• _Task details_
Make an exact copy of all the entries below, with the pictures left out.

Start of Data in this exercise

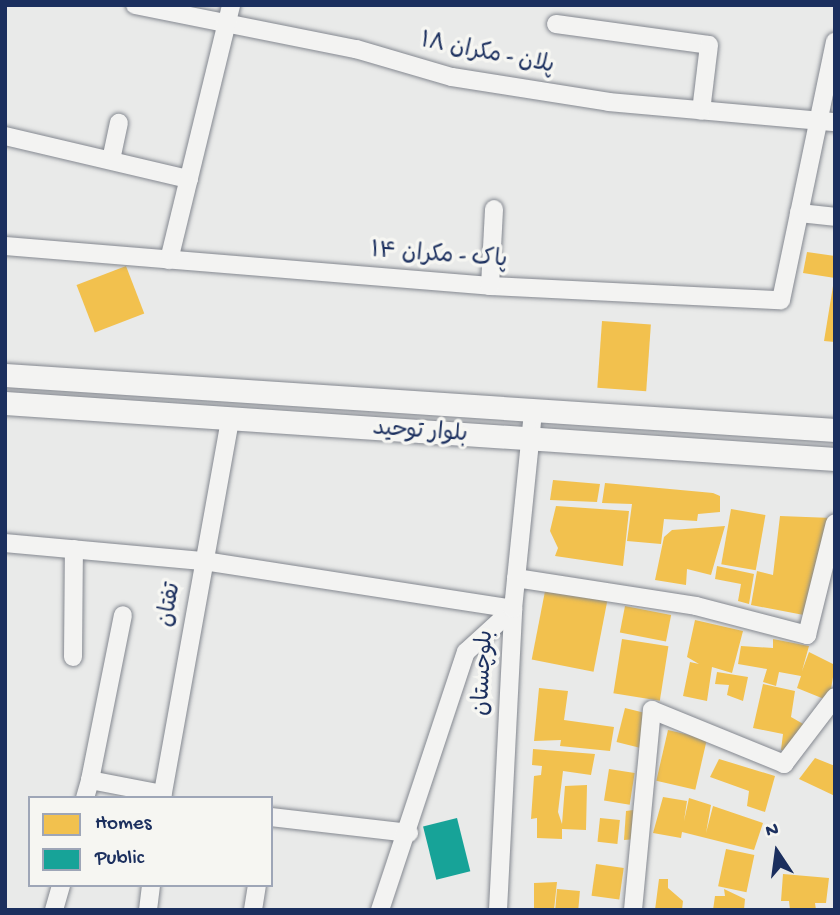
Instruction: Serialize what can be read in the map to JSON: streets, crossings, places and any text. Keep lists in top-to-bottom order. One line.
{"streets":{"main road":["بلوار توحید"],"street":["پلان - مکران ۱۸","پاک - مکران ۱۴","تفتان","بلوچستان"]},"crossings":[["بلوار توحید","تفتان"],["بلوار توحید","بلوچستان"]],"legend":["Homes","Public"],"north":"top"}
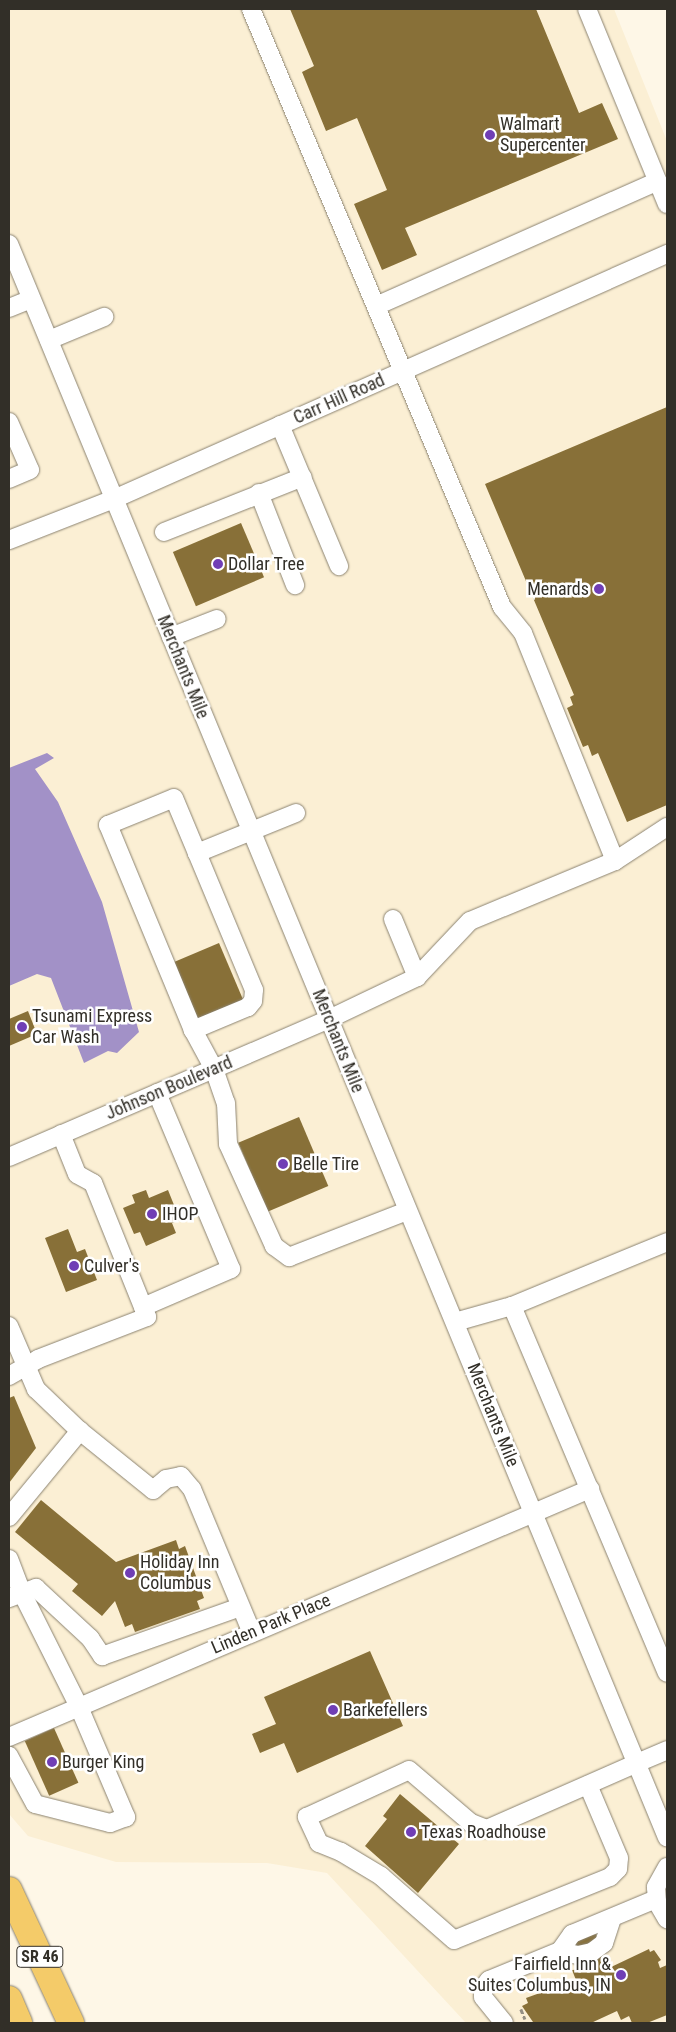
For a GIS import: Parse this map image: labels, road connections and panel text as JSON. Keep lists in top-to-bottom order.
{
  "streets": {
    "highway": ["SR 46"],
    "street": [
      "Carr Hill Road",
      "Merchants Mile",
      "Johnson Boulevard",
      "Linden Park Place"
    ]
  },
  "crossings": [
    ["Carr Hill Road", "Merchants Mile"],
    ["Merchants Mile", "Johnson Boulevard"],
    ["Merchants Mile", "Linden Park Place"]
  ],
  "places": [
    "Walmart Supercenter",
    "Dollar Tree",
    "Menards",
    "Tsunami Express Car Wash",
    "Belle Tire",
    "IHOP",
    "Culver's",
    "Holiday Inn Columbus",
    "Barkefellers",
    "Burger King",
    "Texas Roadhouse",
    "Fairfield Inn & Suites Columbus, IN"
  ]
}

End of Data in this exercise

• _Solution to the problem_
Instruction: Serialize what can be read in the map to JSON: streets, crossings, places and any text. Keep lists in top-to-bottom order. One line.
{"streets":{"main road":["بلوار توحید"],"street":["پلان - مکران ۱۸","پاک - مکران ۱۴","تفتان","بلوچستان"]},"crossings":[["بلوار توحید","تفتان"],["بلوار توحید","بلوچستان"]],"legend":["Homes","Public"],"north":"top"}
For a GIS import: Parse this map image: labels, road connections and panel text as JSON. Keep lists in top-to-bottom order.
{
  "streets": {
    "highway": ["SR 46"],
    "street": [
      "Carr Hill Road",
      "Merchants Mile",
      "Johnson Boulevard",
      "Linden Park Place"
    ]
  },
  "crossings": [
    ["Carr Hill Road", "Merchants Mile"],
    ["Merchants Mile", "Johnson Boulevard"],
    ["Merchants Mile", "Linden Park Place"]
  ],
  "places": [
    "Walmart Supercenter",
    "Dollar Tree",
    "Menards",
    "Tsunami Express Car Wash",
    "Belle Tire",
    "IHOP",
    "Culver's",
    "Holiday Inn Columbus",
    "Barkefellers",
    "Burger King",
    "Texas Roadhouse",
    "Fairfield Inn & Suites Columbus, IN"
  ]
}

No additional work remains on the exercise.